─── Records shown ───
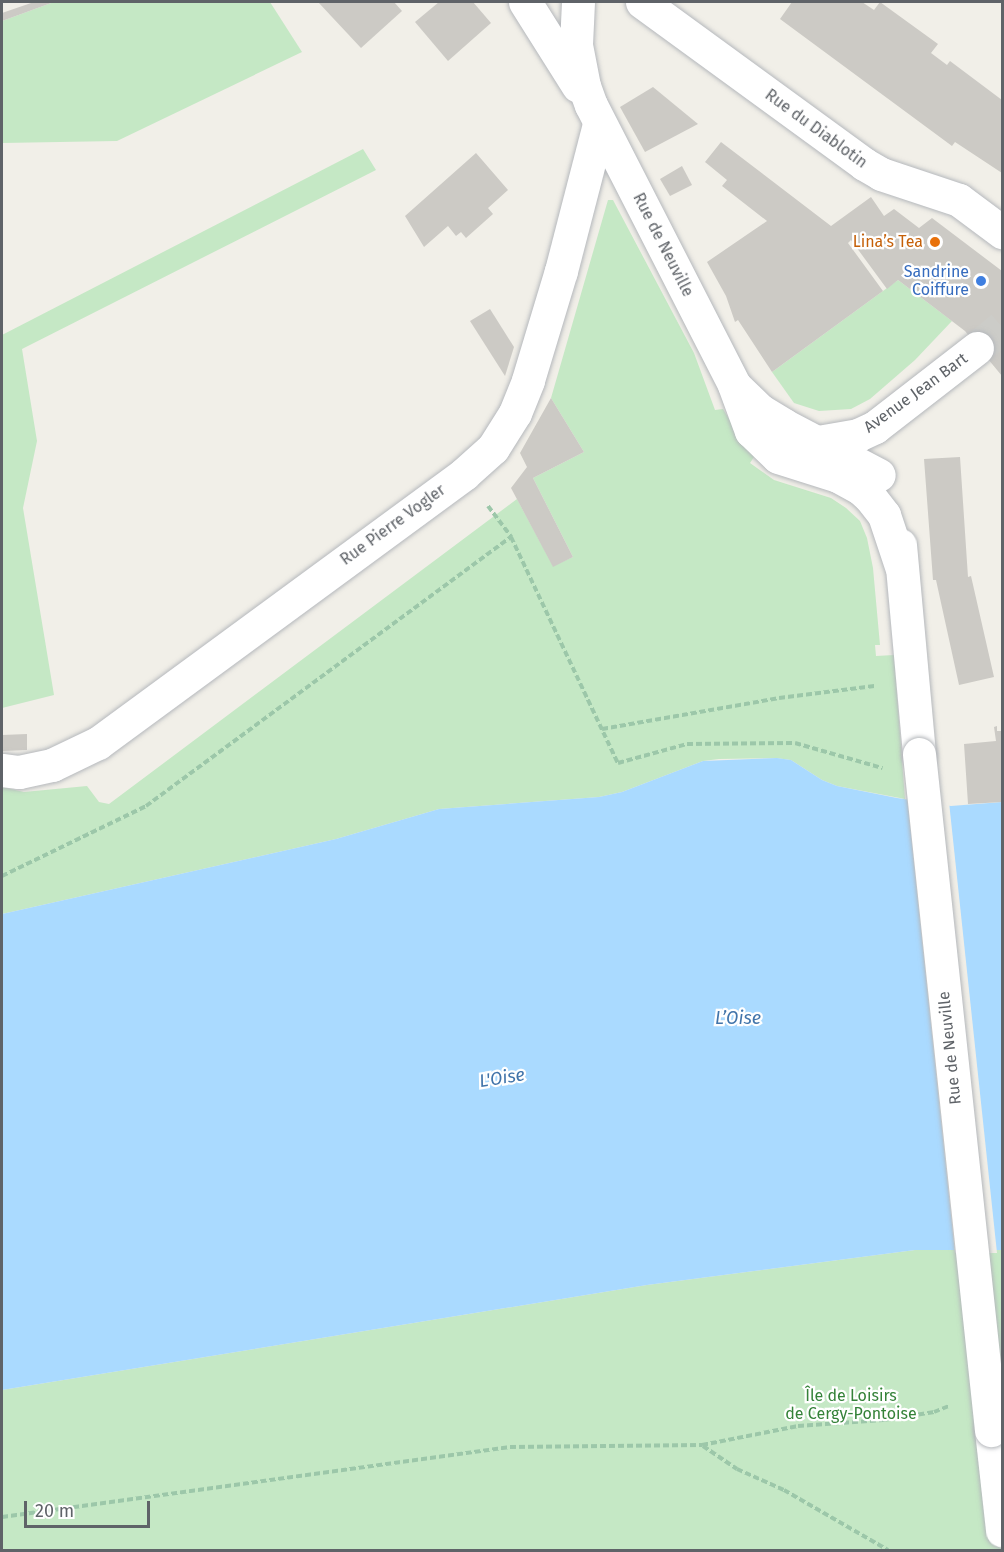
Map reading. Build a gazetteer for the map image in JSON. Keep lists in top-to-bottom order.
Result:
{
  "streets": {
    "street": [
      "Rue du Diablotin",
      "Rue de Neuville",
      "Avenue Jean Bart",
      "Rue Pierre Vogler"
    ]
  },
  "crossings": [
    ["Rue de Neuville", "Avenue Jean Bart"],
    ["Rue de Neuville", "Rue Pierre Vogler"]
  ],
  "water": ["L’Oise", "L'Oise"],
  "parks": ["Île de Loisirs de Cergy-Pontoise"],
  "places": ["Lina’s Tea", "Sandrine Coiffure"],
  "scale_bar": "20 m"
}
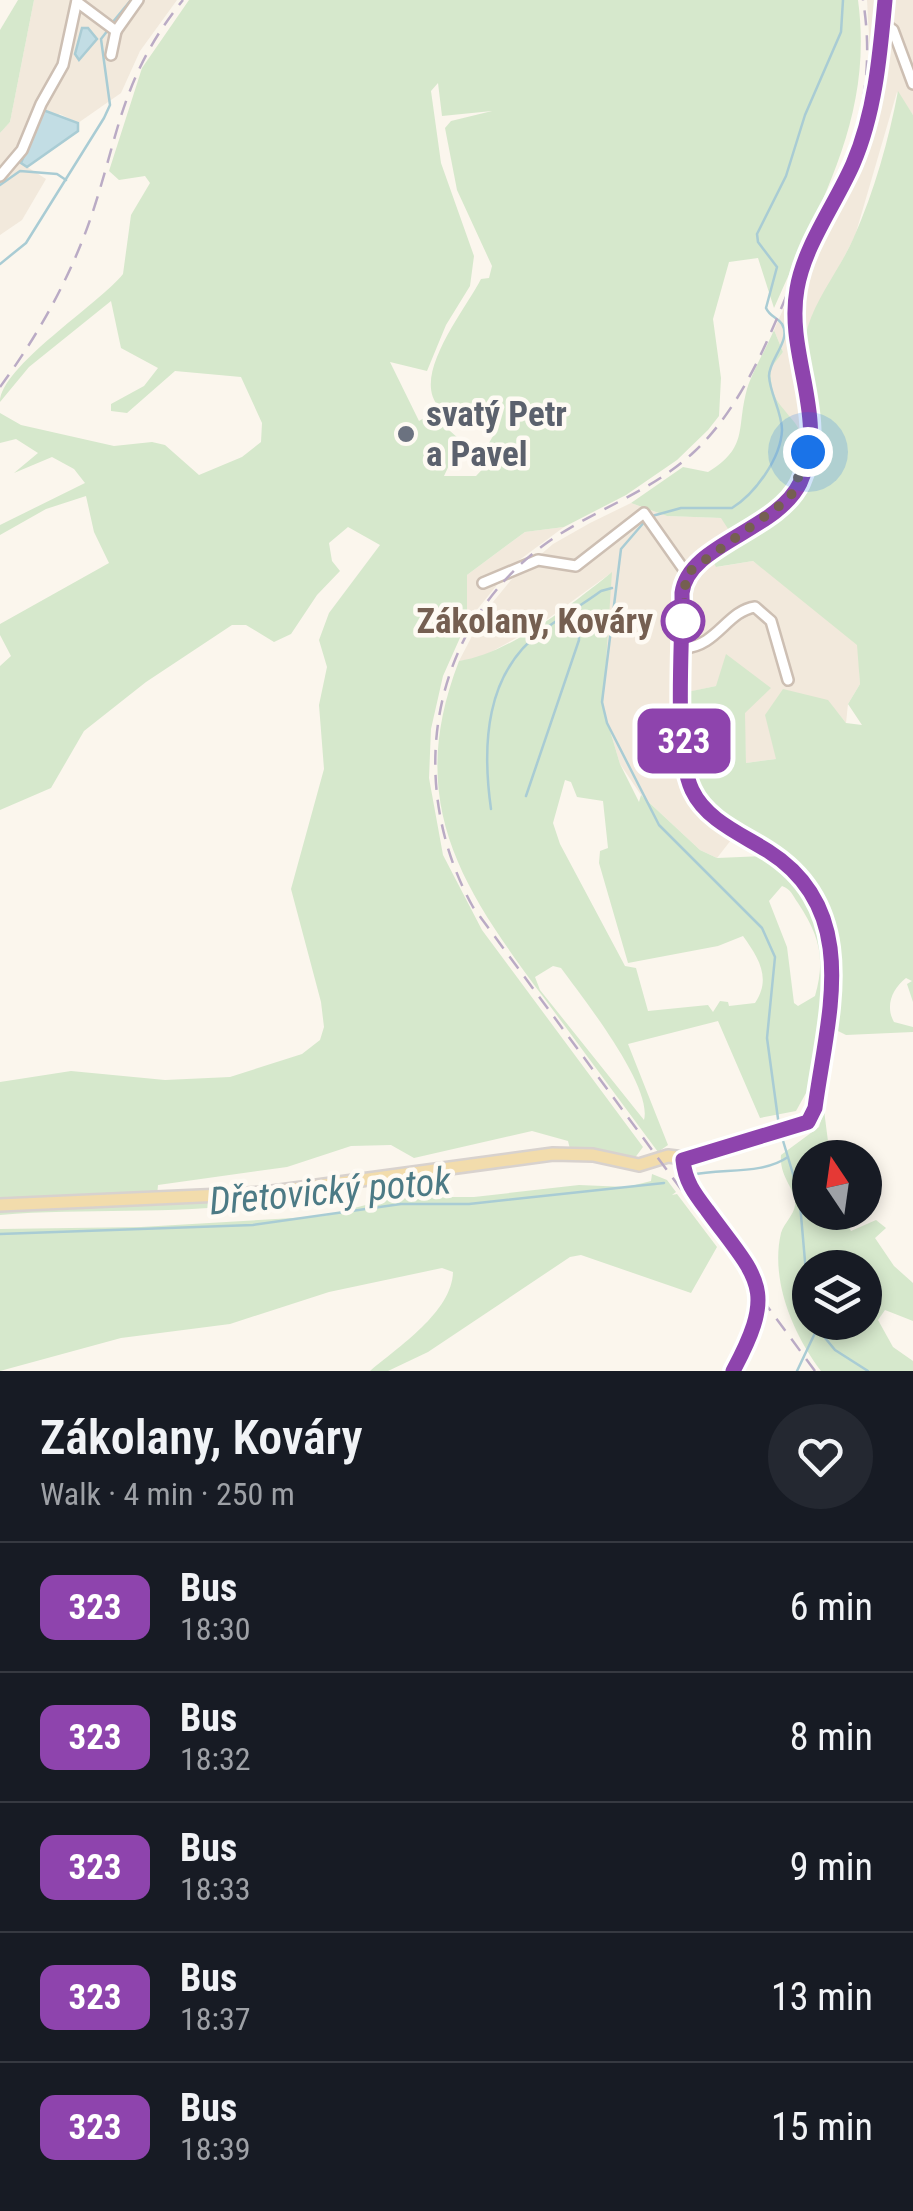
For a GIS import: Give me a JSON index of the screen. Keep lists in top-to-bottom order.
───
Every line with "bottom" in it should be copied from the entries.

→ **Answer space**
Map reading. Build a gazetteer for the map image in JSON. Keep lists in top-to-bottom order.
For a GIS import: Give me a JSON index of the screen. Keep lists in top-to-bottom order.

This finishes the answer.